**PROBLEM**
Every line of the material below must be repeated exactly.
■ ■ ■ ■
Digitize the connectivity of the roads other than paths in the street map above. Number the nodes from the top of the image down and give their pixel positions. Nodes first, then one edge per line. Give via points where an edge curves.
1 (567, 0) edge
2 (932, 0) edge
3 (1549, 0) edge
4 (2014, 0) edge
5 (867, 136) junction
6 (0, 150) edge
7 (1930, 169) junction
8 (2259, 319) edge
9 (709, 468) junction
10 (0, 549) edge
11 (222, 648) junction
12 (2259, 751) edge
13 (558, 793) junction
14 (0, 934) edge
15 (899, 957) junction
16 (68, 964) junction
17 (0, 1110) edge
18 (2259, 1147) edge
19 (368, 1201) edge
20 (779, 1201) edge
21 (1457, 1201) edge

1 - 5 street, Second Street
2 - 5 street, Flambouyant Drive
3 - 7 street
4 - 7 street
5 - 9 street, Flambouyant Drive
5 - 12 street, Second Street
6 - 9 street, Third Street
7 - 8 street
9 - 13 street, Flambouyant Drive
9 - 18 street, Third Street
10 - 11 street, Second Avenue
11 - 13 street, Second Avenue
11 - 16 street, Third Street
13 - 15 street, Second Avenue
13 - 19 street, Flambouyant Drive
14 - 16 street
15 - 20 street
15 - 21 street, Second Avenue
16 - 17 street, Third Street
■ ■ ■ ■
**ANSWER SPACE**
Digitize the connectivity of the roads other than paths in the street map above. Number the nodes from the top of the image down and give their pixel positions. Nodes first, then one edge per line. Give via points where an edge curves.
1 (567, 0) edge
2 (932, 0) edge
3 (1549, 0) edge
4 (2014, 0) edge
5 (867, 136) junction
6 (0, 150) edge
7 (1930, 169) junction
8 (2259, 319) edge
9 (709, 468) junction
10 (0, 549) edge
11 (222, 648) junction
12 (2259, 751) edge
13 (558, 793) junction
14 (0, 934) edge
15 (899, 957) junction
16 (68, 964) junction
17 (0, 1110) edge
18 (2259, 1147) edge
19 (368, 1201) edge
20 (779, 1201) edge
21 (1457, 1201) edge

1 - 5 street, Second Street
2 - 5 street, Flambouyant Drive
3 - 7 street
4 - 7 street
5 - 9 street, Flambouyant Drive
5 - 12 street, Second Street
6 - 9 street, Third Street
7 - 8 street
9 - 13 street, Flambouyant Drive
9 - 18 street, Third Street
10 - 11 street, Second Avenue
11 - 13 street, Second Avenue
11 - 16 street, Third Street
13 - 15 street, Second Avenue
13 - 19 street, Flambouyant Drive
14 - 16 street
15 - 20 street
15 - 21 street, Second Avenue
16 - 17 street, Third Street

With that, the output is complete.